Da un’estremità all’altra, o meglio da telomero a telomero, la prima sequenza completa del cromosoma X umano. E’ il traguardo raggiunto da un team di scienziati dell’University of California Santa Cruz Genomics Institute negli Usa. Gli esperti parlano di “pietra miliare” per la ricerca genomica. Perché è la prima volta che si riesce a ottenere la sequenza di Dna completa, senza ‘spazi bianchi’ o lacune, di un cromosoma umano a “un livello di precisione senza precedenti”. Il risultato è pubblicato su ‘Nature’ e l’autrice principale, Karen Miga, spiega che il progetto è stato reso possibile da nuove tecnologie di sequenziamento che consentono “letture ultra-lunghe”.
Le sequenze ripetitive di Dna sono comuni in tutto il genoma e hanno sempre rappresentato una sfida per il sequenziamento poiché la maggior parte delle tecnologie produce “letture” relativamente brevi della sequenza, che devono quindi essere messe insieme come un puzzle per assemblare il genoma. Le sequenze ripetitive producono molte letture brevi che sembrano quasi identiche, come quando si ha una grande distesa di cielo blu in un puzzle, senza indizi su come i pezzi si incastrino. “Queste sequenze ricche di ripetizioni erano un tempo ritenute intrattabili, ma ora abbiamo fatto passi da gigante nella tecnologia di sequenziamento”, assicura Miga.
L’esperta fa riferimento al cosiddetto sequenziamento tramite nanopori, con il quale, chiarisce, “otteniamo letture ultra lunghe di centinaia di migliaia di coppie di basi che possono estendersi su un’intera regione di ripetizione, in modo da aggirare alcune delle sfide. Stiamo iniziando a scoprire che alcune di queste regioni in cui vi erano lacune nella sequenza di riferimento sono in realtà tra le più ricche per variazione nelle popolazioni umane. Quindi ci sono mancate molte informazioni che potrebbero essere importanti per comprendere la biologia umana e la malattia”.
Miga e Adam Phillippy, entrambi corresponding author dello studio, hanno co-fondato il consorzio Telomere-to-Telomere (T2T). Il nuovo progetto si è basato sullo sforzo di combinare varie tecnologie di sequenziamento per ottenere un intero ‘assemblaggio’ del genoma che supera tutti i precedenti in termini di continuità, completezza e accuratezza, e persino per alcune metriche l’attuale genoma umano di riferimento, dicono gli esperti.
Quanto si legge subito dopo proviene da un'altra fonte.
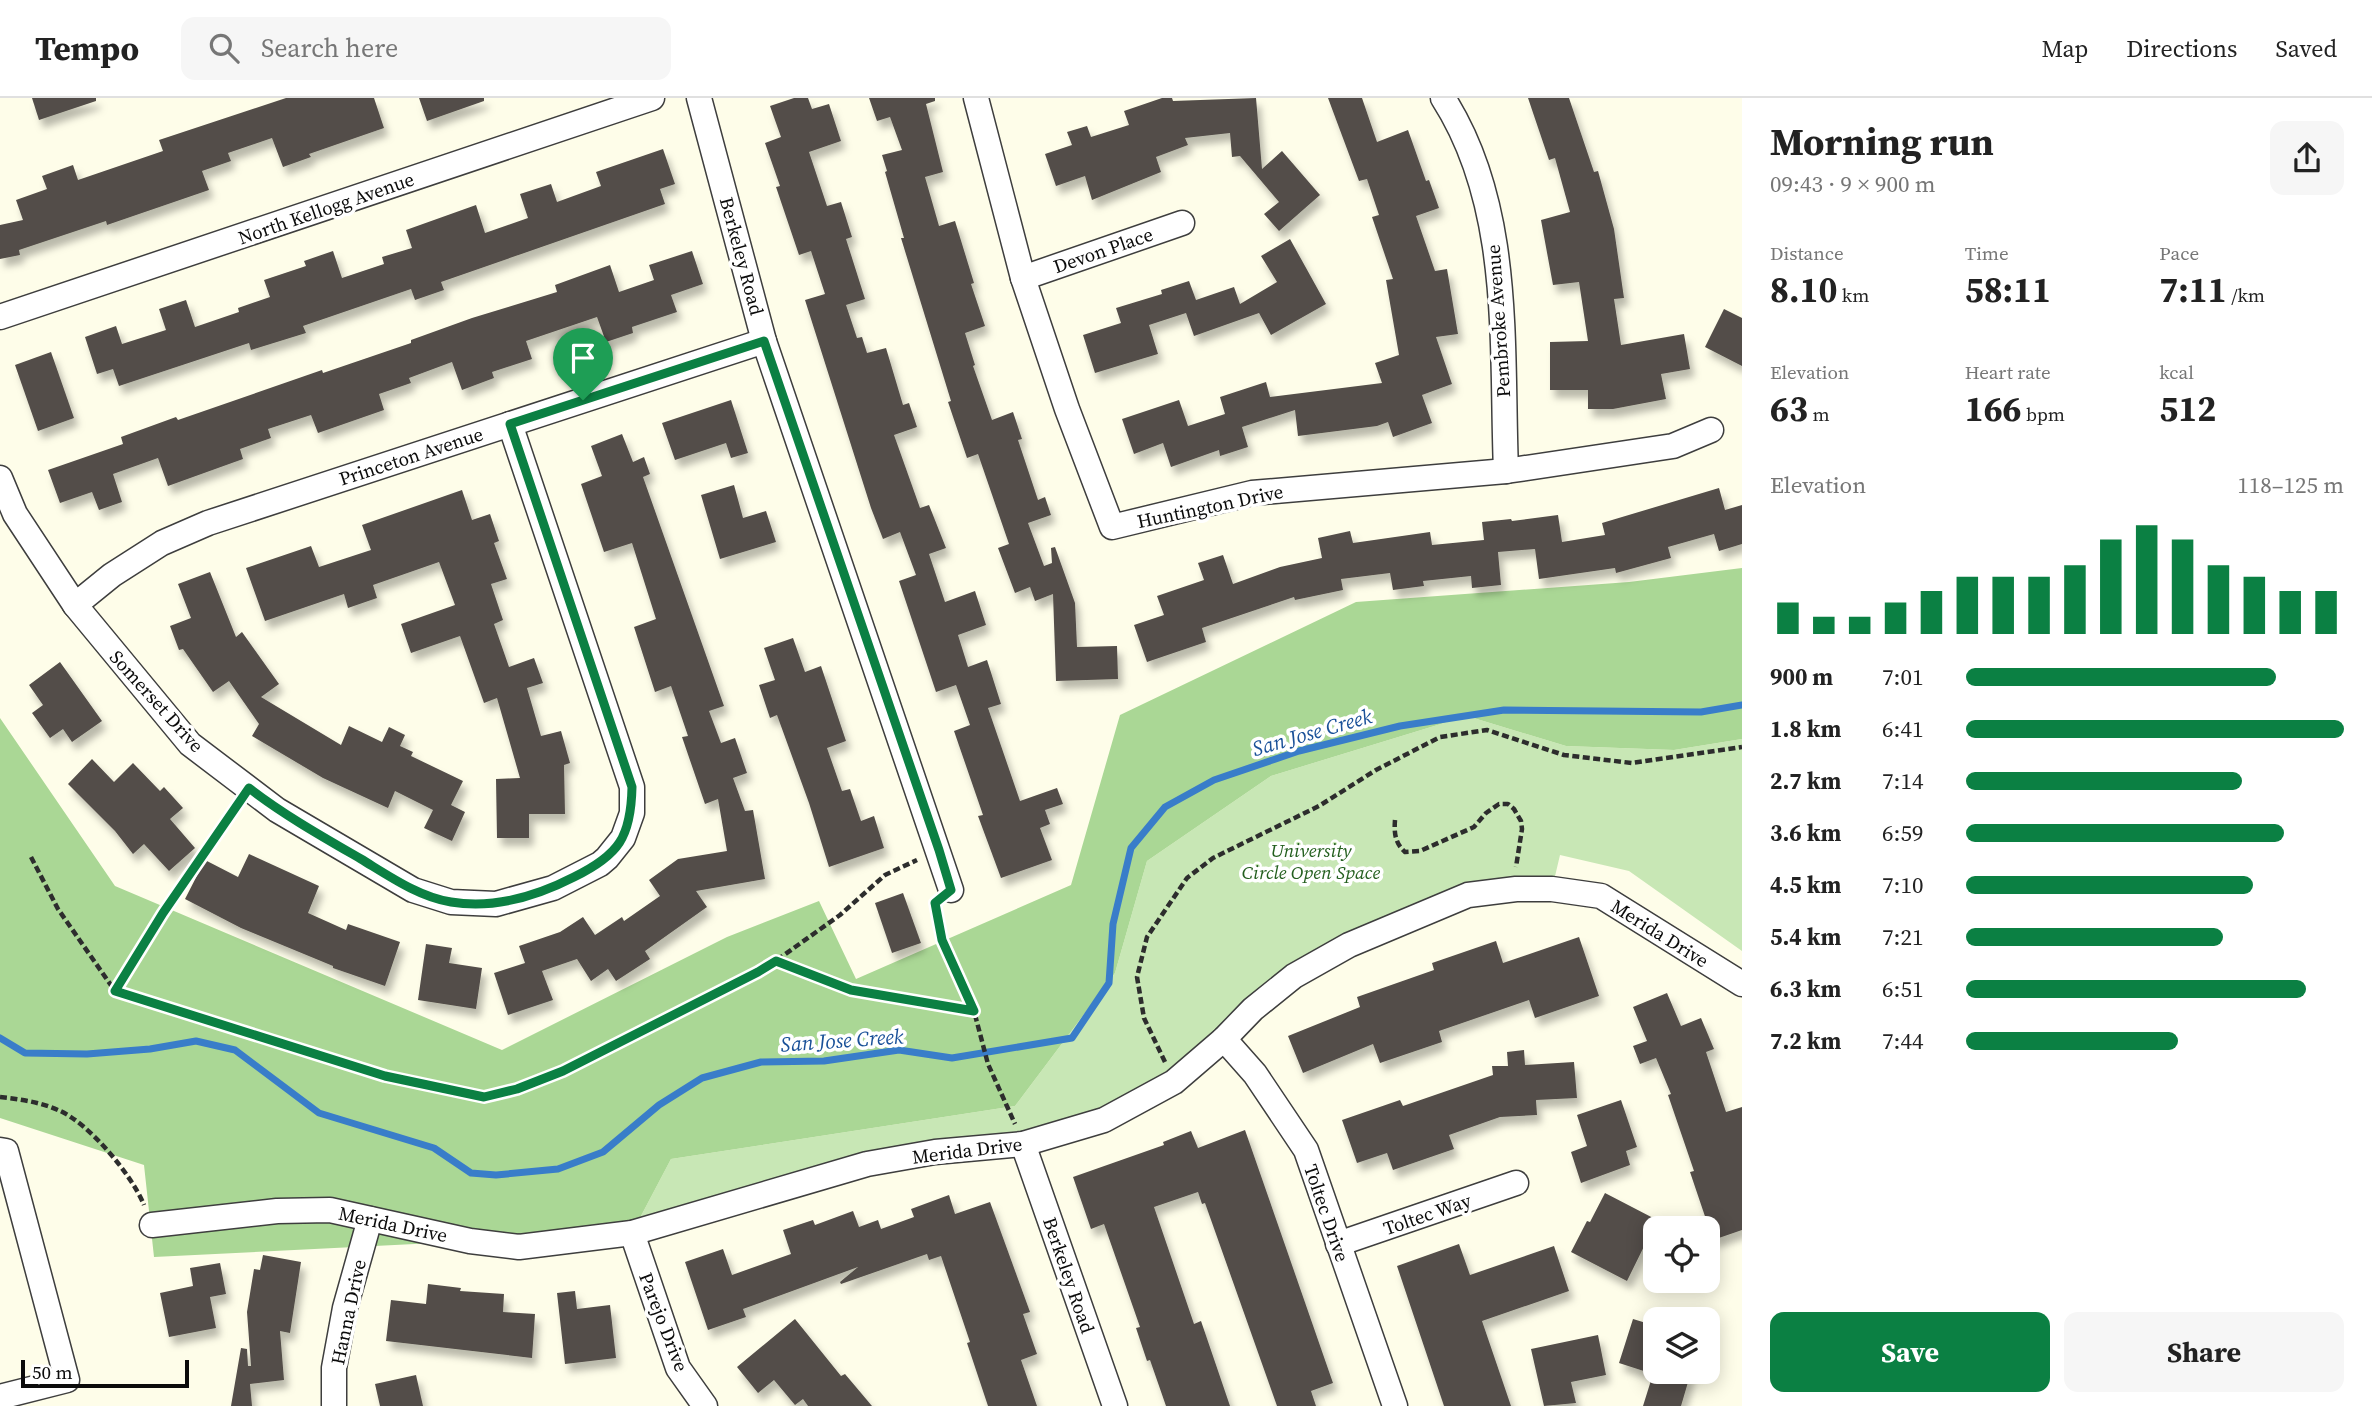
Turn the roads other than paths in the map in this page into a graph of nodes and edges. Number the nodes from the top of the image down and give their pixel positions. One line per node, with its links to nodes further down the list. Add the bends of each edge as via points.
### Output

Per finire il cromosoma X, il team ha dovuto risolvere manualmente diversi vuoti nella sequenza. L’interruzione che rimaneva era al centromero, una regione notoriamente difficile di Dna ripetitivo che si trova in ogni cromosoma. Nel cromosoma X copre 3,1 milioni di coppie di basi. Il team è riuscito a sciogliere anche questo rebus. “Ed è semplicemente strabiliante”, commenta Miga sottolineando come questa sfida era in precedenza ritenuta “inattuabile”. Come in ogni opera che si rispetti, gli scienziati hanno concluso con quella che potrebbe essere definita una ‘lucidatura’ dei dati. Da qui il risultato finale.
La nuova tecnologia di sequenziamento usata, spiegano gli esperti, oltre a fornire letture ultra lunghe, può anche rilevare basi che sono state modificate dalla metilazione, un cambiamento ‘epigenetico’ che non altera la sequenza ma ha effetti importanti sulla struttura del Dna e sull’espressione genica. Mappando i modelli di metilazione sul cromosoma X, il team è stato in grado di confermare alcune osservazioni e rivelare alcune tendenze interessanti nei modelli di metilazione all’interno del centromero. Il lavoro del consorzio T2T continua, alla conquista del prossimo cromosoma.